The company is able to increase consumer levels, and younger generations are able to collectively find humor in online posts with their respective age groups. 

With the world changing rapidly and corporations trying to hold onto power as we progress, the generational divides brought through marketing are not going away any time soon, Mueller said. 

“All kinds of categories of people can be selected according to what society needs,"  she said. "Categories of people are a permanent feature of society — age is one of those. It can be used, and it certainly does represent differences."

Generational divides today: Gen Z vs. millennials

Today, college-age students bear witness to the divide increasingly publicized by social media — millennials and Gen Z — gaining online criticism from both sides on rifts over things like side parts and eating Tide Pods. Although much of this has been the foundation for TikTok and Twitter comedy, the generational divide extends beyond the surface level of online banter.

“I think there's a sense of resentment from younger generations toward older generations because they feel they’ve sucked the air out of the room,” Waldron said. “They look at society and assume that the problems in the world were from lack of effort from those before them.”

Living with the internet for the majority if not all of their lives, Gen Z, mostly between ages six and 24, has quickly been exposed to world events through news notifications and social media feeds.

Nicole Johnson, a freshman studying business law, said she felt social media was key in the attitude of Gen Z.

"Social media, to me, is extremely useful to connect and disseminate information," Johnson said. "I think one thing that’s really great about our generation is that we can unite quickly under a common cause when it really matters, and social media gives us a shared platform to do that."

Many members of Gen Z, including Johnson, feel they've been given a great responsibility when it comes to inciting change. 

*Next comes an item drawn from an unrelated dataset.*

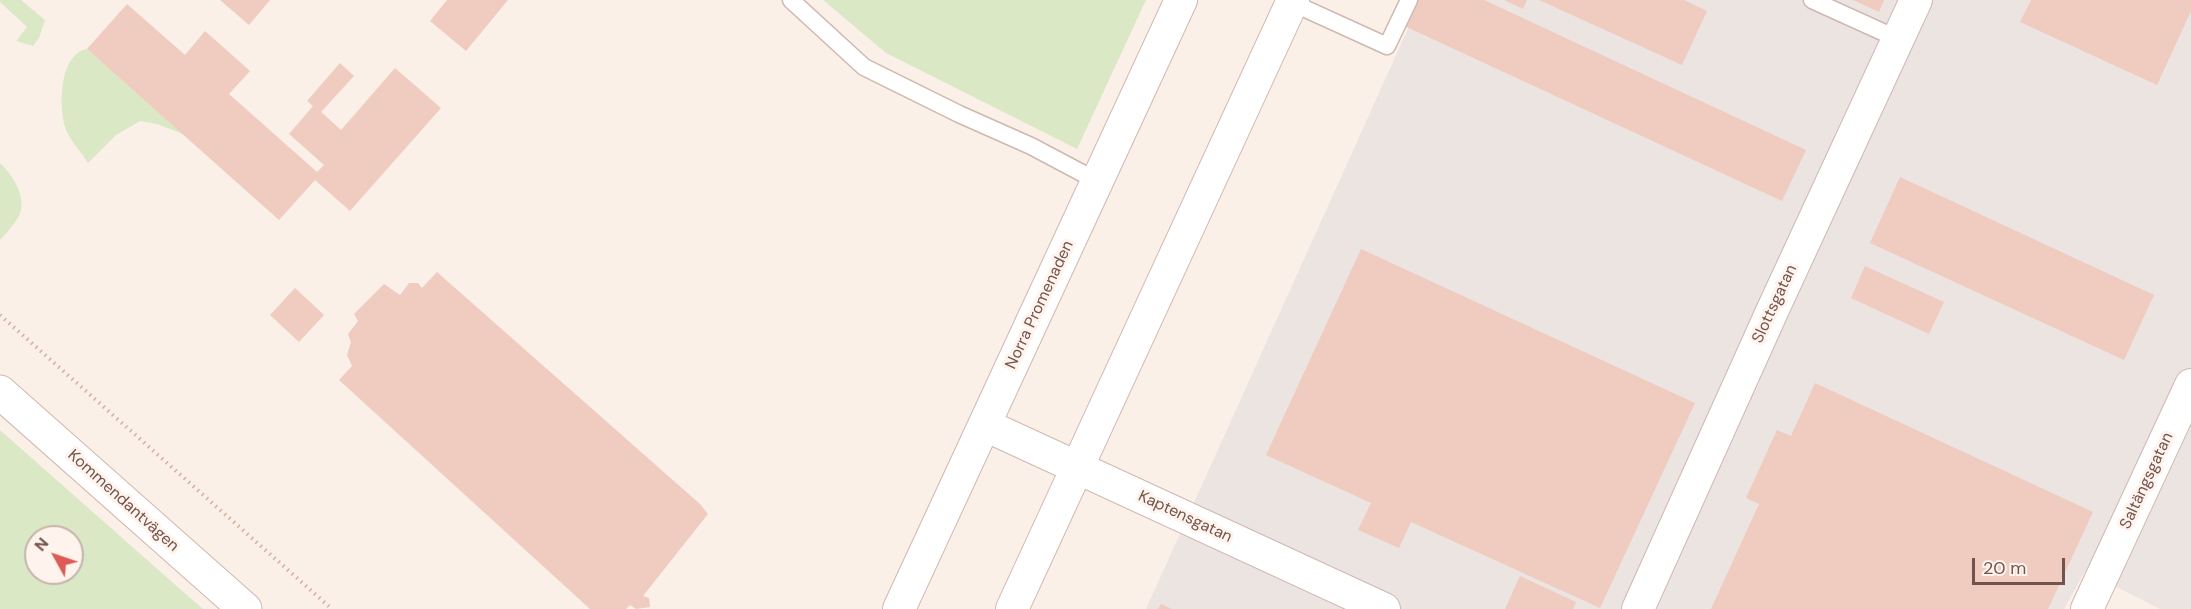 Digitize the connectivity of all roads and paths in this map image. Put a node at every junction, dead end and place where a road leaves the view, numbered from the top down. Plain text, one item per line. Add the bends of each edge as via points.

"When I think of Gen Z, another name for it is generation delta, meaning generation change. I think that’s really fitting because there have been a lot of issues that our generation has been left to address," Johnson said. "A lot of people are quick to dismiss our generation as being temperamental and sensitive, but the reality is that there’s so much that we feel we need to address. We feel that we have a lot to work with and work on."

As a result of unique age group experiences, different generations will never see eye-to-eye, Waldron said. Generational friction will never end as long as each age group maintains its individual culture. 

“Generational friction is not something that will go away — it is, on a large scale, the arc of younger generations wanting the most from the world and becoming more grounded with age,” Waldron said. “It’s a side effect of learning how to interact with the world. As frustrating as it may be, it’s a struggle to learn from.”